In August last year I had the opportunity to acquire a second mid-eighties Kawasaki Voyager 1300 6 cylinder full dresser (V2) in Tamworth NSW. During February I joined the VJMC I transferred V2 across to Victorian historic registration. The new club registration rules introduced on the 1st of February allow one to ride a 2year old (or older) vehicle for up to 90 days per year wherever one chooses, and without restriction.

The VJMC – full name Vintage Japanese Motorcycle Club – holds a get together/rally each year and this year the event was held at Warrilla NSW, just south of Wollongong. Due to business pressures I had limited time available so the ride up was straightforward up the Hume then turning off at Mossvale to the coast via the Macquarie Pass.

After two very interesting days of drooling over some beautiful examples of Japanese classics and chatting their owners it was time to head home on the Sunday.

Now I am the first to admit that I will always take the hard way over the easy way when given the option, and I had always wanted to ride through Wee Jasper so it was home via Canberra for me.

Wee Jasper is at the bottom of a valley midway between Yass and Tumut where it crosses the Murrumbidgee river. The road in is good quality bitumen with broad sweepers over rolling hills until it tightens up as it descends into the river valley. Once it crosses the river, however, the road turns into a 4wd goat track until it rises out of the valley where there is another 60km of gravel until Tumut.  

The road out of Wee Jasper
Usually I enjoy these sort of roads except that this time I was riding V2 , which at a portly 430kg unladen is the heaviest bike to ever come out of Japan. Surprisingly V2 handled the dirt with aplomb and gave me very little trouble on roads and conditions which it was never intended for.
After arrival at Tumut it was back to the Hume where V2 was back in her element and purred her way along the blacktop home again..

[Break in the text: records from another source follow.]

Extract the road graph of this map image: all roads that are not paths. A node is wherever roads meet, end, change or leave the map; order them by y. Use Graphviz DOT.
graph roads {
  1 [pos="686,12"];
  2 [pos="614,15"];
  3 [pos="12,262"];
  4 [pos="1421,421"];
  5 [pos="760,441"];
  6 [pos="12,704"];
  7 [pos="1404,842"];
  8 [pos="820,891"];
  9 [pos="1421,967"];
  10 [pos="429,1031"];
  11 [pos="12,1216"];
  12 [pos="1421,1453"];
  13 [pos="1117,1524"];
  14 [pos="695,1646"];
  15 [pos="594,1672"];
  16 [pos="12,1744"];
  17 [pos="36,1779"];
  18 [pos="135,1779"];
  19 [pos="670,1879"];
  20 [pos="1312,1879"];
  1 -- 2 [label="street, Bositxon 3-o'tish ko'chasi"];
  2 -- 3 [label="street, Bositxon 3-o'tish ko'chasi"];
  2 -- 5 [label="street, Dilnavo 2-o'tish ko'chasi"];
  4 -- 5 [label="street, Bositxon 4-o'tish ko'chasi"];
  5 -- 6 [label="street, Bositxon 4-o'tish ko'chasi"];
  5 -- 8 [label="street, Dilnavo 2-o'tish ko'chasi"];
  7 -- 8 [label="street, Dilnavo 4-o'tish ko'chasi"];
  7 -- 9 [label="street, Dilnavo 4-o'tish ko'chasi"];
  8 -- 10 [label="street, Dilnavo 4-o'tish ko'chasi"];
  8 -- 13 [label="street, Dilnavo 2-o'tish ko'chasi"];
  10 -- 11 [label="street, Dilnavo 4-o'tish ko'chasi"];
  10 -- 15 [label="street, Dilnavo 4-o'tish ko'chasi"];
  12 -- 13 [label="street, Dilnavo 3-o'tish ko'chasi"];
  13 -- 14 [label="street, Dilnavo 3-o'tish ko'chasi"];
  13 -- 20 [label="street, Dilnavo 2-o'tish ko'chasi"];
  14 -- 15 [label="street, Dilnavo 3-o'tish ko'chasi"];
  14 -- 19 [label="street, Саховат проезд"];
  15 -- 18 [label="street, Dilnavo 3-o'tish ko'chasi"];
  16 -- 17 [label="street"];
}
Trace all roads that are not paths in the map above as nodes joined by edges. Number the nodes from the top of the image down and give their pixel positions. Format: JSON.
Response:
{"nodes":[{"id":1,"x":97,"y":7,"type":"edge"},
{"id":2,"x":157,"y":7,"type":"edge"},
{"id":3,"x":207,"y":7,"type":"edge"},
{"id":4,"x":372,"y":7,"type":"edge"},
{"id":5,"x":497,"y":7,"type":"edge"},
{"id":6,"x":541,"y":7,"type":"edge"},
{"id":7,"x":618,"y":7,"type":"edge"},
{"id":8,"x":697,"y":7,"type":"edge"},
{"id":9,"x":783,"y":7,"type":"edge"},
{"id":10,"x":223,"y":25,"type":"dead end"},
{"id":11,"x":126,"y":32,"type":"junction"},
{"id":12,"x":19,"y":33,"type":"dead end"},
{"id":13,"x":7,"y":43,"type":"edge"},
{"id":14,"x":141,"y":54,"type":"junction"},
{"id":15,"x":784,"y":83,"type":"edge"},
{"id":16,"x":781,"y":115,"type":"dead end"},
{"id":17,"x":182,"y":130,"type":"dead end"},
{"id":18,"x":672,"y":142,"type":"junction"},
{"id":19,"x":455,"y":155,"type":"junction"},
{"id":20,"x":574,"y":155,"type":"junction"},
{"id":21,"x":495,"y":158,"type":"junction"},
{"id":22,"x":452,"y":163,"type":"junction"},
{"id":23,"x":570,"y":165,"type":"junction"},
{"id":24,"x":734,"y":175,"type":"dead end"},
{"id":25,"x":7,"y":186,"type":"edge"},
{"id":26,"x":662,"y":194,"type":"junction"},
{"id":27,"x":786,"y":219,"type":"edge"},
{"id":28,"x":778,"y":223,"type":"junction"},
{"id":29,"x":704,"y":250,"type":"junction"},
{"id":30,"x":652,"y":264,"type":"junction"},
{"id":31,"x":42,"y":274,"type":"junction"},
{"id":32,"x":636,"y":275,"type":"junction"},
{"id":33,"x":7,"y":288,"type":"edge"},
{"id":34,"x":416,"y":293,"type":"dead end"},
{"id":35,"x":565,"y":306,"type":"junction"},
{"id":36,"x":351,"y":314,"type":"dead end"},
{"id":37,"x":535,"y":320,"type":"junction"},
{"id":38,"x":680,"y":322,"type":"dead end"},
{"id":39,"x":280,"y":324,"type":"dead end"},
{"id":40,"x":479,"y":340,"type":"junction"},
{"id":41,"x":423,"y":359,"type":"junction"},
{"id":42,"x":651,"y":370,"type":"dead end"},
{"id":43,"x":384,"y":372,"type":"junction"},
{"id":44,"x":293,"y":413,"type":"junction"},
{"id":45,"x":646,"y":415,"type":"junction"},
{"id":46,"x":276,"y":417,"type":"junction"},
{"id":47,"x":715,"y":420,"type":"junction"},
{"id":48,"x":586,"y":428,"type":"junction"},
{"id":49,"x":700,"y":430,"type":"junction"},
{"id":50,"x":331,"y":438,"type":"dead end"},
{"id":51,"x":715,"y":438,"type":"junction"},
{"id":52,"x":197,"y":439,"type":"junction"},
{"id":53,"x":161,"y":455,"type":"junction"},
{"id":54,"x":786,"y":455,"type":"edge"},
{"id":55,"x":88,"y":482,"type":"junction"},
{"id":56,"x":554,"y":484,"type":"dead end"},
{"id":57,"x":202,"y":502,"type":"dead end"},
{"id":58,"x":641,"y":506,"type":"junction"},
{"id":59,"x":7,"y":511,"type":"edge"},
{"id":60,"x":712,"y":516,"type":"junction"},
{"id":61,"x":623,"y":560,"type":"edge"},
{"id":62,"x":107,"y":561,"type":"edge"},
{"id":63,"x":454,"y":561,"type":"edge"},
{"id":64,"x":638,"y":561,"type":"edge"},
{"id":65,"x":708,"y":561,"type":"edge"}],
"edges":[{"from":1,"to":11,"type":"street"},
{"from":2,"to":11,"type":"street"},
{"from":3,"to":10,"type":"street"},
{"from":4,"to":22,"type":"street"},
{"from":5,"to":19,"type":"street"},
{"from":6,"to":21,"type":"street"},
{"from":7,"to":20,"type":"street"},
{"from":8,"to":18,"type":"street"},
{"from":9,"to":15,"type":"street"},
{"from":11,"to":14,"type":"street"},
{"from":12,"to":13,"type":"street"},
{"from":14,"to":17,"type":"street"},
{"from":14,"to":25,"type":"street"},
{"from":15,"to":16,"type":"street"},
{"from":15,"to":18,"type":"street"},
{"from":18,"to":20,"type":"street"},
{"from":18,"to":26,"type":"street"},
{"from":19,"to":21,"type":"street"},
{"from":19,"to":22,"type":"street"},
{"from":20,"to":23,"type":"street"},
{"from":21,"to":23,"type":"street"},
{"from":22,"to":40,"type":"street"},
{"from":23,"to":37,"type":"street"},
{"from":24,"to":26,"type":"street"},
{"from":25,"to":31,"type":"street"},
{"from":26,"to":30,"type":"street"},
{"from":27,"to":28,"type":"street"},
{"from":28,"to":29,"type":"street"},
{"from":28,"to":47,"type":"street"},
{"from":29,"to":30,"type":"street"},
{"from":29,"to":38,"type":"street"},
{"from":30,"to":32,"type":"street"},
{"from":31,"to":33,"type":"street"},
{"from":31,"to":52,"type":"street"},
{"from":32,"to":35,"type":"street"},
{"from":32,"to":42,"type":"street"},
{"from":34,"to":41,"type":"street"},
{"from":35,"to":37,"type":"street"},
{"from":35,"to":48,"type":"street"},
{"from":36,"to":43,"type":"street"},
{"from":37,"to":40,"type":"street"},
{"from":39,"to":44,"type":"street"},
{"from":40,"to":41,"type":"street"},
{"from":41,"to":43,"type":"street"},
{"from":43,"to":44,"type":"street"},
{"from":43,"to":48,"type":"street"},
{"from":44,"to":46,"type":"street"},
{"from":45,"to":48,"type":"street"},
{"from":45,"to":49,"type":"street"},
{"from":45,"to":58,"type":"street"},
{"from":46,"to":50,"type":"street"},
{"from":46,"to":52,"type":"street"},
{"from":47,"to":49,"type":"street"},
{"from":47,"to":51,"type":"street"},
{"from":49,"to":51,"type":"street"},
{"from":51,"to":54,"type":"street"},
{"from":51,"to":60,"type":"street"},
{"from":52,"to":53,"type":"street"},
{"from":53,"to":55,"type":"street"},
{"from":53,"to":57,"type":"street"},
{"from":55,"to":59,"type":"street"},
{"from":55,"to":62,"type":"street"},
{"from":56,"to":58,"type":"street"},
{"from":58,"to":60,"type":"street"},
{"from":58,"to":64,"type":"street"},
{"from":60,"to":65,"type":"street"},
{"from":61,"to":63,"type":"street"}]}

Riding in Langkawi Malaysia - December 2010

Well it’s really time I brought this blog up to date so that means going back 6 months

After my ride along the Birdsville track I had the opportunity to visit Malaysia for business and chose to take an extra week visiting Langkawi – a small island on the north east coast of the Malay peninsula and straddling the Thai border.

Classic old British bike in our hotel reception area.
Langkawi is a great place to ride with scooters and bikes available for rent for $4-5 per day. Kimie and I rented a small 110cc Karisma for 3 days and crisscrossed the island in every direction.

Kimie in the rider's seat.
It was very pleasant taking it slowly, riding in the tropical heat amongst the luscious vegetation and local fauna.We did manage to get caught in a tropical thunderstorm though - had to seek shelter under the nearest roof and spent almost 2 hours waiting for the sheets of water to ease off - now you know why everything is so verdant!